The Engineering and Physical Sciences Research Council has awarded £4.5 million (US$5.8m) in a Prosperity Partnership to address challenges in medicines manufacturing. The Centre for Process Systems Engineering (CPSE) from Imperial College London will lead the collaboration with Eli Lilly and Company.
The CPSE involves academics from the Departments of Chemical Engineering, Computing and Chemistry and the Department of Chemical Engineering.
The project will strengthen the existing academic-industrial collaboration between Imperial College London, University College London and Eli Lilly and Company, and position the UK at the cutting edge of expertise and innovation in the manufacturing of high-value synthetic drugs.
Manufacturing new medicines
Over the last few years, the partners have been tackling scientific hurdles to the manufacturing and the delivery of key medicines, focusing on small molecules. New medicines are increasingly based on larger molecules, such as peptides, which are much harder to manufacture.
This new project will enable the teams to extend their ambitious research programme to help overcome challenges in the manufacture and delivery of peptide drugs.
The main objectives when developing a manufacturing process for new medicines are to produce an effective, high-quality medicine in sufficient quantities and without interruption of supply to patients who depend on the drug. One of the key challenges that needs to be overcome to achieve this is how to increase the efficiency of the production process to ensure that the majority of the raw materials are converted into drugs rather than waste.
One of the key challenges is how to increase the efficiency of the production process to ensure that the majority of the raw materials are converted into drugs rather than waste
Another challenge is ensuring that whilst a high yield is obtained, the final drug product is of high purity and easily absorbed by the body.
Using current manufacturing technologies and relying on a large number of time-consuming and expensive experiments to develop a manufacturing process results in a delay between the discovery of a new peptide drug and it being commercially available.
Digital decision-making
Professor Claire Adjiman (Centre for Process Systems Engineering), Dr Salvador García-Muñoz (Eli Lilly) and Dr Jeffery Richardson (Eli Lilly and Company) will lead a multi-disciplinary team of researchers to address the most pressing scientific challenges that impact all the key steps in the manufacturing of drugs: chemical synthesis, purification and isolation of the drug molecule, and its combination with other ingredients to turn it into an effective medicine.

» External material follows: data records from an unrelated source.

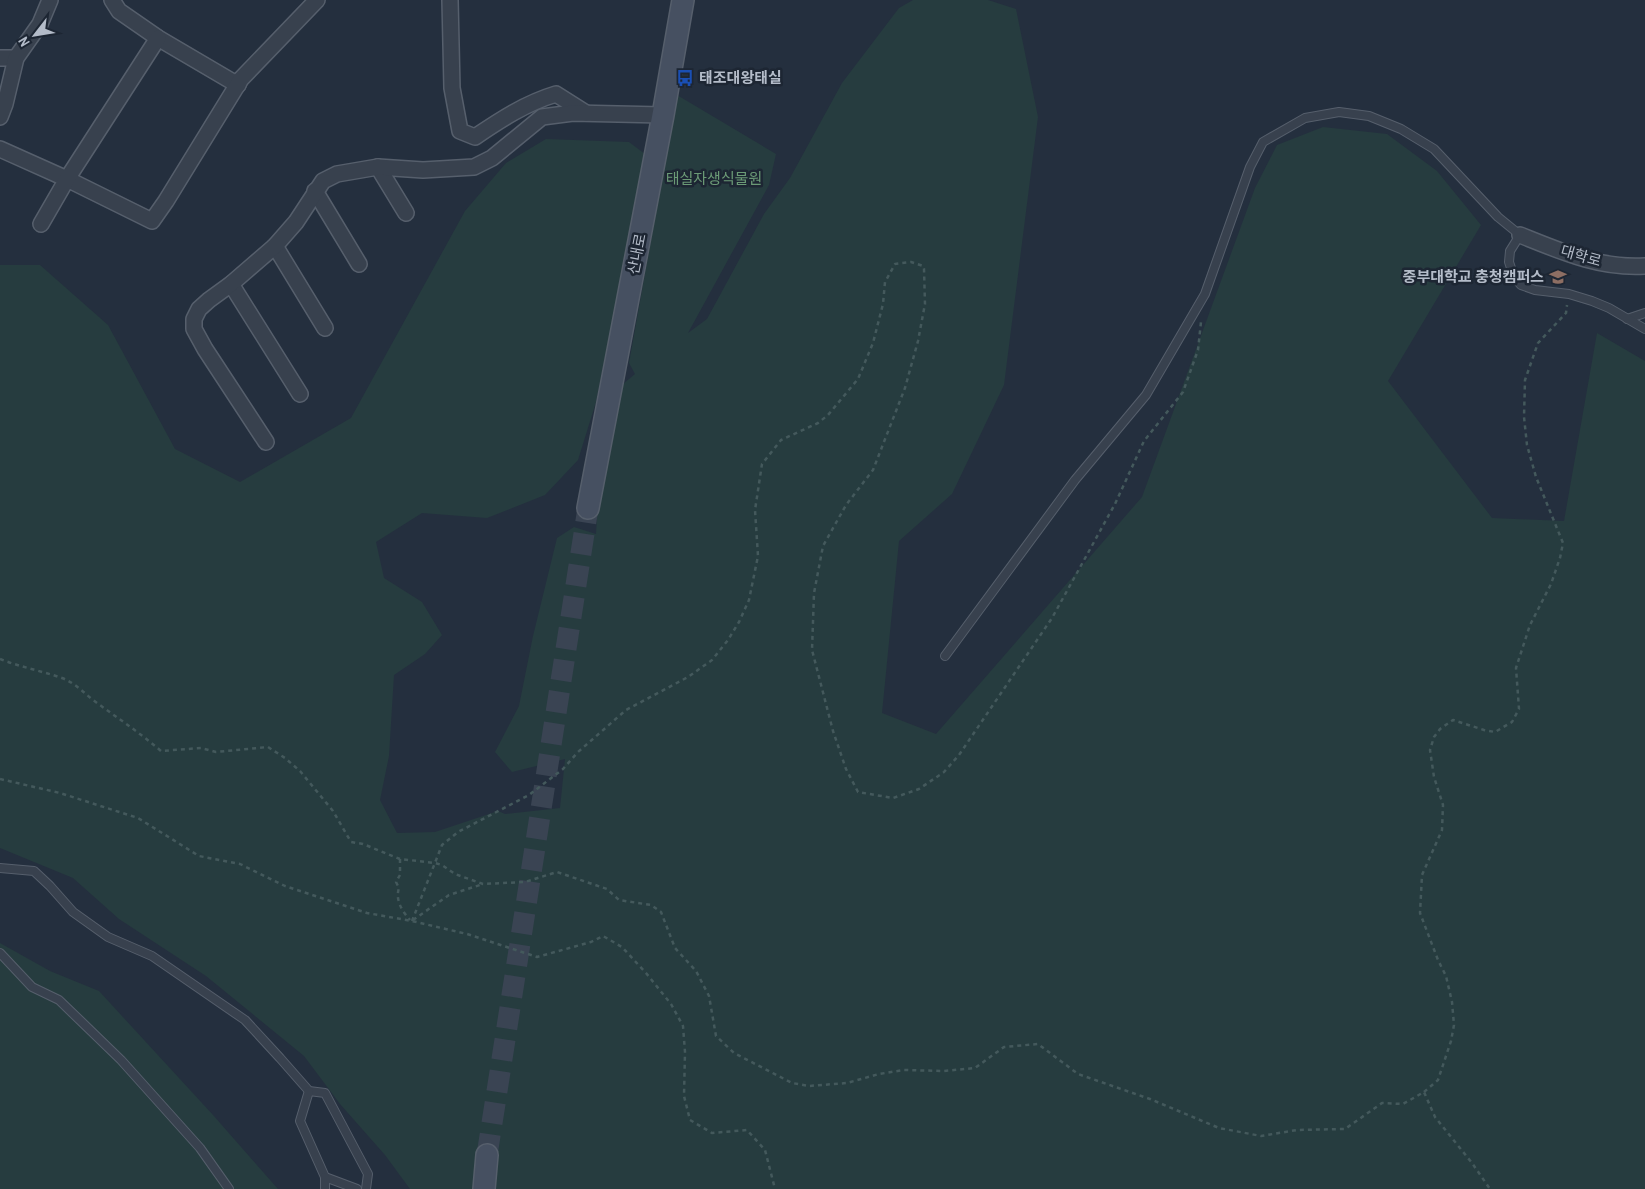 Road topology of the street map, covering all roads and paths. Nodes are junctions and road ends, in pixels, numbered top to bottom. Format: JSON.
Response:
{"nodes":[{"id":1,"x":50,"y":0,"type":"edge"},
{"id":2,"x":112,"y":0,"type":"edge"},
{"id":3,"x":317,"y":0,"type":"edge"},
{"id":4,"x":450,"y":0,"type":"edge"},
{"id":5,"x":683,"y":0,"type":"edge"},
{"id":6,"x":158,"y":38,"type":"junction"},
{"id":7,"x":0,"y":58,"type":"edge"},
{"id":8,"x":16,"y":58,"type":"junction"},
{"id":9,"x":238,"y":85,"type":"junction"},
{"id":10,"x":586,"y":113,"type":"junction"},
{"id":11,"x":664,"y":115,"type":"junction"},
{"id":12,"x":0,"y":117,"type":"edge"},
{"id":13,"x":0,"y":150,"type":"edge"},
{"id":14,"x":378,"y":167,"type":"junction"},
{"id":15,"x":66,"y":179,"type":"junction"},
{"id":16,"x":315,"y":191,"type":"junction"},
{"id":17,"x":406,"y":213,"type":"dead end"},
{"id":18,"x":41,"y":224,"type":"dead end"},
{"id":19,"x":1520,"y":235,"type":"junction"},
{"id":20,"x":275,"y":246,"type":"junction"},
{"id":21,"x":359,"y":264,"type":"dead end"},
{"id":22,"x":1645,"y":266,"type":"edge"},
{"id":23,"x":231,"y":284,"type":"junction"},
{"id":24,"x":1569,"y":294,"type":"junction"},
{"id":25,"x":1645,"y":313,"type":"edge"},
{"id":26,"x":1627,"y":319,"type":"junction"},
{"id":27,"x":1202,"y":322,"type":"dead end"},
{"id":28,"x":325,"y":328,"type":"dead end"},
{"id":29,"x":1645,"y":329,"type":"edge"},
{"id":30,"x":300,"y":394,"type":"dead end"},
{"id":31,"x":266,"y":442,"type":"dead end"},
{"id":32,"x":588,"y":508,"type":"tunnel mouth"},
{"id":33,"x":945,"y":656,"type":"dead end"},
{"id":34,"x":0,"y":659,"type":"edge"},
{"id":35,"x":0,"y":779,"type":"edge"},
{"id":36,"x":400,"y":860,"type":"junction"},
{"id":37,"x":435,"y":863,"type":"junction"},
{"id":38,"x":0,"y":868,"type":"edge"},
{"id":39,"x":483,"y":884,"type":"junction"},
{"id":40,"x":412,"y":921,"type":"junction"},
{"id":41,"x":0,"y":953,"type":"edge"},
{"id":42,"x":309,"y":1091,"type":"junction"},
{"id":43,"x":1424,"y":1092,"type":"junction"},
{"id":44,"x":487,"y":1155,"type":"tunnel mouth"},
{"id":45,"x":325,"y":1177,"type":"junction"},
{"id":46,"x":229,"y":1189,"type":"edge"},
{"id":47,"x":324,"y":1189,"type":"edge"},
{"id":48,"x":357,"y":1189,"type":"edge"},
{"id":49,"x":366,"y":1189,"type":"edge"},
{"id":50,"x":484,"y":1189,"type":"edge"},
{"id":51,"x":775,"y":1189,"type":"edge"},
{"id":52,"x":1490,"y":1189,"type":"edge"}],
"edges":[{"from":1,"to":8,"type":"street"},
{"from":2,"to":6,"type":"street"},
{"from":3,"to":9,"type":"street"},
{"from":4,"to":10,"type":"street"},
{"from":5,"to":11,"type":"street","name":"산내로"},
{"from":6,"to":9,"type":"street"},
{"from":6,"to":15,"type":"street"},
{"from":7,"to":8,"type":"street"},
{"from":8,"to":12,"type":"street"},
{"from":9,"to":15,"type":"street"},
{"from":10,"to":11,"type":"street"},
{"from":10,"to":14,"type":"street"},
{"from":11,"to":32,"type":"street","name":"산내로"},
{"from":13,"to":15,"type":"street"},
{"from":14,"to":16,"type":"street"},
{"from":14,"to":17,"type":"street"},
{"from":15,"to":18,"type":"street"},
{"from":16,"to":20,"type":"street"},
{"from":16,"to":21,"type":"street"},
{"from":19,"to":22,"type":"street","name":"대학로"},
{"from":19,"to":24,"type":"lane"},
{"from":19,"to":33,"type":"lane"},
{"from":20,"to":23,"type":"street"},
{"from":20,"to":28,"type":"street"},
{"from":23,"to":30,"type":"street"},
{"from":23,"to":31,"type":"street"},
{"from":24,"to":26,"type":"lane"},
{"from":24,"to":43,"type":"path"},
{"from":25,"to":26,"type":"lane"},
{"from":26,"to":29,"type":"lane"},
{"from":27,"to":37,"type":"path"},
{"from":34,"to":36,"type":"path"},
{"from":35,"to":40,"type":"path"},
{"from":36,"to":37,"type":"path"},
{"from":36,"to":40,"type":"path"},
{"from":37,"to":39,"type":"path"},
{"from":37,"to":40,"type":"path"},
{"from":38,"to":42,"type":"lane"},
{"from":39,"to":40,"type":"path"},
{"from":39,"to":43,"type":"path"},
{"from":40,"to":51,"type":"path"},
{"from":41,"to":46,"type":"lane"},
{"from":42,"to":45,"type":"lane"},
{"from":42,"to":49,"type":"lane"},
{"from":43,"to":52,"type":"path"},
{"from":44,"to":50,"type":"street"},
{"from":45,"to":47,"type":"lane"},
{"from":45,"to":48,"type":"lane"}]}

They will do this by using a unique combination of a small number of targeted experiments, digital decision-making approaches and artificial intelligence to enable the creation of modern state-of-the-art medicines manufacturing processes. Among the technologies, the team will develop is a novel approach to liquid-phase synthesis of peptides, which has the potential to be more effective than current technologies such as solid-state synthesis or bioprocessing.
Adjiman said: "We are very excited to work with Eli Lilly on such a comprehensive and ambitious research programme to tackle some of the toughest challenges in medicines manufacturing. This is a unique opportunity to make fundamental scientific advances that can have a direct impact on manufacturing at Eli Lilly and across the pharmaceutical industry, with the aim to bring medicines to patients more quickly."

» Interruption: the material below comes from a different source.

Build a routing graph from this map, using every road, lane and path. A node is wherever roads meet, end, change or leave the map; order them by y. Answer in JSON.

Academic and industrial collaboration
The five-year project will combine expertise from academia and the pharmaceutical industry to break down barriers to the cost and time-effective manufacturing of synthetic drugs.

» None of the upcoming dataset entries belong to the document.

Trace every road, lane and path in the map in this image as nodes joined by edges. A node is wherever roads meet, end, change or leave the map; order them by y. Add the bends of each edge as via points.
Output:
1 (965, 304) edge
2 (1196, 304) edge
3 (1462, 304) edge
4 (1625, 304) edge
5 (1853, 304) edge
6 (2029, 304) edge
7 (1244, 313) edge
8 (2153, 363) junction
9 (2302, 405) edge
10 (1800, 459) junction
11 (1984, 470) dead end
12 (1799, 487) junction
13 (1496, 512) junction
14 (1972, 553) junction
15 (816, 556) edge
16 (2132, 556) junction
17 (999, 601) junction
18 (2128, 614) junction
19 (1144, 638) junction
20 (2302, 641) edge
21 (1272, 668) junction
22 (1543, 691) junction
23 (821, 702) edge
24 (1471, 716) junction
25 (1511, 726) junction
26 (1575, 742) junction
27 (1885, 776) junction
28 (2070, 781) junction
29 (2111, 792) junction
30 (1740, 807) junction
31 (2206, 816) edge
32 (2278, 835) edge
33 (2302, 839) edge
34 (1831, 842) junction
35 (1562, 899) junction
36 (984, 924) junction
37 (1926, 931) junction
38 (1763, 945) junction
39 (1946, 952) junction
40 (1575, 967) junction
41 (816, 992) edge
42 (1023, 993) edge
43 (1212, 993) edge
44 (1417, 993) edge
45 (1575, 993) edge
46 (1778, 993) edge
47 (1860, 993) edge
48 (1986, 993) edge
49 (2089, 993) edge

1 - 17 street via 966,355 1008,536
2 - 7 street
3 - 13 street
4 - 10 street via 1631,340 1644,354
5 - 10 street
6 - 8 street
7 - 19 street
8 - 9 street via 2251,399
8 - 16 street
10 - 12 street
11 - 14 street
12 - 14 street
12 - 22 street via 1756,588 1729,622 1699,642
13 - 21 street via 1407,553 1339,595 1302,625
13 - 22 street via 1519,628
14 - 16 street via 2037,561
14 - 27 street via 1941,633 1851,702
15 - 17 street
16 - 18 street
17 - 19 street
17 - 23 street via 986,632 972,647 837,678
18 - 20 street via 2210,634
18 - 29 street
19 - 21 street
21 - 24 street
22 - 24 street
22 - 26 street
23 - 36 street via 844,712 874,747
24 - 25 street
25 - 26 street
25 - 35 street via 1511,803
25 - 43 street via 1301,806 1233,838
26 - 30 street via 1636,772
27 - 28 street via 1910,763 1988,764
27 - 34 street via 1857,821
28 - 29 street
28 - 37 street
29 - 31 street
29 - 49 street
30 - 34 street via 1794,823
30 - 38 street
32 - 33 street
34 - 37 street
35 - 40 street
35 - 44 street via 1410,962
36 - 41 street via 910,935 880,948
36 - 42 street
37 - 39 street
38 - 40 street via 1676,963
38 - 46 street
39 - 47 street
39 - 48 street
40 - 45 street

To achieve this, they will develop advanced techniques for drug substance crystallisation and purification, advanced manufacturing and stability analysis of drug products, and cross-cutting systems engineering methods.
García-Muñoz said: "This grant empowers Lilly to pursue fundamental research in drug development that will accelerate the timelines to get new medicines to the public. Our academic partners' unique ability to apply systems engineering approaches is a key differentiator and we are confident about the success of the research programme."
"This grant creates a diverse research ecosystem enabling Lilly scientists, professors and students to learn from each other and together tackle the very challenging technical problems we face to develop safer and more effective medicines. We are most excited for this opportunity and what it means for the patients that we serve," García-Muñoz added.